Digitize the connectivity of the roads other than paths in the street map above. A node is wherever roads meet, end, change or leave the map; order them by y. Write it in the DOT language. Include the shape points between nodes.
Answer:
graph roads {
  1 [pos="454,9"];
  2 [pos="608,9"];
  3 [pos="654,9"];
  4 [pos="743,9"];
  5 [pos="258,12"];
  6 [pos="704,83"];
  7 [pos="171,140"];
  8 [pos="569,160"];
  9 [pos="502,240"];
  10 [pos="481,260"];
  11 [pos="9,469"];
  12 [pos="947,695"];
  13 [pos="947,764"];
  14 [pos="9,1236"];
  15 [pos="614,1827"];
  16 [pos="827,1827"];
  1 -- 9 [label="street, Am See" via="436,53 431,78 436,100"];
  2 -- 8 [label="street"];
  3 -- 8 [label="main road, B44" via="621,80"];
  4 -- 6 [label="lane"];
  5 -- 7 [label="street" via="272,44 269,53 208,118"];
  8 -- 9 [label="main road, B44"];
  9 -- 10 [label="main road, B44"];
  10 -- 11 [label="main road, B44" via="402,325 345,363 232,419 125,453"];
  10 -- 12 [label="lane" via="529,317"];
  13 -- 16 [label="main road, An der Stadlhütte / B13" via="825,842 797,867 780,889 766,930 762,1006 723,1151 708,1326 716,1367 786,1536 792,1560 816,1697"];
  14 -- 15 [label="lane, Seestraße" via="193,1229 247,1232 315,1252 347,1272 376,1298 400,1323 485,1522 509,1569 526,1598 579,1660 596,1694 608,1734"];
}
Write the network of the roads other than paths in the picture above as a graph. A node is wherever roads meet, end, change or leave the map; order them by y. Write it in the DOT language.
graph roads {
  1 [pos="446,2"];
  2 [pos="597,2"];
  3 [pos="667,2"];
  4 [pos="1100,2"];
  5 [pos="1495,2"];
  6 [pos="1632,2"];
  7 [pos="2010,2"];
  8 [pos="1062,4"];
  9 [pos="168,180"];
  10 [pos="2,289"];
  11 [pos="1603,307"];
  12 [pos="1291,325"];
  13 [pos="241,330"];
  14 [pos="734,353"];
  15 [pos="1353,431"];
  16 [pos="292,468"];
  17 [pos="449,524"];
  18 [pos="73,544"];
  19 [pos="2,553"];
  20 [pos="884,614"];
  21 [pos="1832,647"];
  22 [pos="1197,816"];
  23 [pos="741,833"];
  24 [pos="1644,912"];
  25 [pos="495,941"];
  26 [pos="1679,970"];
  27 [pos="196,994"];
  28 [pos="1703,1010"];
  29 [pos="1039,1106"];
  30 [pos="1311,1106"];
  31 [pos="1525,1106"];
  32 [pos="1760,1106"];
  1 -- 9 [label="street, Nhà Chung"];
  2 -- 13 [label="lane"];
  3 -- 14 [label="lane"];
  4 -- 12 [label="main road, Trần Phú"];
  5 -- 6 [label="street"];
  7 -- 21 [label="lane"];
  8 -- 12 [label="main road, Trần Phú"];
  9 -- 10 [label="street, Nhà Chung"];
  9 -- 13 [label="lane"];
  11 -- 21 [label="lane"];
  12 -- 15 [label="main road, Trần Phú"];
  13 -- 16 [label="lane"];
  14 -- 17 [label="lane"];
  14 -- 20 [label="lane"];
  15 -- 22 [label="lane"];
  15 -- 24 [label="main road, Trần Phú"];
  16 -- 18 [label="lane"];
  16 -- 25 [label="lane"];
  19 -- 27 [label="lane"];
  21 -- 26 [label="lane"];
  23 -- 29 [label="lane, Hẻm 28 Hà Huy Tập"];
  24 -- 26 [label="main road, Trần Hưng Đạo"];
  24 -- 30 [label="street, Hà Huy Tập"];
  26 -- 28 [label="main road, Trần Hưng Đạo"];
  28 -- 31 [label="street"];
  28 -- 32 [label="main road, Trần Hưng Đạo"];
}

**TASK TO CARRY OUT:**
The whole listing above needs to be transcribed exactly.

**WRITTEN RESPONSE:**
Digitize the connectivity of the roads other than paths in the street map above. A node is wherever roads meet, end, change or leave the map; order them by y. Write it in the DOT language. Include the shape points between nodes.
Answer:
graph roads {
  1 [pos="454,9"];
  2 [pos="608,9"];
  3 [pos="654,9"];
  4 [pos="743,9"];
  5 [pos="258,12"];
  6 [pos="704,83"];
  7 [pos="171,140"];
  8 [pos="569,160"];
  9 [pos="502,240"];
  10 [pos="481,260"];
  11 [pos="9,469"];
  12 [pos="947,695"];
  13 [pos="947,764"];
  14 [pos="9,1236"];
  15 [pos="614,1827"];
  16 [pos="827,1827"];
  1 -- 9 [label="street, Am See" via="436,53 431,78 436,100"];
  2 -- 8 [label="street"];
  3 -- 8 [label="main road, B44" via="621,80"];
  4 -- 6 [label="lane"];
  5 -- 7 [label="street" via="272,44 269,53 208,118"];
  8 -- 9 [label="main road, B44"];
  9 -- 10 [label="main road, B44"];
  10 -- 11 [label="main road, B44" via="402,325 345,363 232,419 125,453"];
  10 -- 12 [label="lane" via="529,317"];
  13 -- 16 [label="main road, An der Stadlhütte / B13" via="825,842 797,867 780,889 766,930 762,1006 723,1151 708,1326 716,1367 786,1536 792,1560 816,1697"];
  14 -- 15 [label="lane, Seestraße" via="193,1229 247,1232 315,1252 347,1272 376,1298 400,1323 485,1522 509,1569 526,1598 579,1660 596,1694 608,1734"];
}
Write the network of the roads other than paths in the picture above as a graph. A node is wherever roads meet, end, change or leave the map; order them by y. Write it in the DOT language.
graph roads {
  1 [pos="446,2"];
  2 [pos="597,2"];
  3 [pos="667,2"];
  4 [pos="1100,2"];
  5 [pos="1495,2"];
  6 [pos="1632,2"];
  7 [pos="2010,2"];
  8 [pos="1062,4"];
  9 [pos="168,180"];
  10 [pos="2,289"];
  11 [pos="1603,307"];
  12 [pos="1291,325"];
  13 [pos="241,330"];
  14 [pos="734,353"];
  15 [pos="1353,431"];
  16 [pos="292,468"];
  17 [pos="449,524"];
  18 [pos="73,544"];
  19 [pos="2,553"];
  20 [pos="884,614"];
  21 [pos="1832,647"];
  22 [pos="1197,816"];
  23 [pos="741,833"];
  24 [pos="1644,912"];
  25 [pos="495,941"];
  26 [pos="1679,970"];
  27 [pos="196,994"];
  28 [pos="1703,1010"];
  29 [pos="1039,1106"];
  30 [pos="1311,1106"];
  31 [pos="1525,1106"];
  32 [pos="1760,1106"];
  1 -- 9 [label="street, Nhà Chung"];
  2 -- 13 [label="lane"];
  3 -- 14 [label="lane"];
  4 -- 12 [label="main road, Trần Phú"];
  5 -- 6 [label="street"];
  7 -- 21 [label="lane"];
  8 -- 12 [label="main road, Trần Phú"];
  9 -- 10 [label="street, Nhà Chung"];
  9 -- 13 [label="lane"];
  11 -- 21 [label="lane"];
  12 -- 15 [label="main road, Trần Phú"];
  13 -- 16 [label="lane"];
  14 -- 17 [label="lane"];
  14 -- 20 [label="lane"];
  15 -- 22 [label="lane"];
  15 -- 24 [label="main road, Trần Phú"];
  16 -- 18 [label="lane"];
  16 -- 25 [label="lane"];
  19 -- 27 [label="lane"];
  21 -- 26 [label="lane"];
  23 -- 29 [label="lane, Hẻm 28 Hà Huy Tập"];
  24 -- 26 [label="main road, Trần Hưng Đạo"];
  24 -- 30 [label="street, Hà Huy Tập"];
  26 -- 28 [label="main road, Trần Hưng Đạo"];
  28 -- 31 [label="street"];
  28 -- 32 [label="main road, Trần Hưng Đạo"];
}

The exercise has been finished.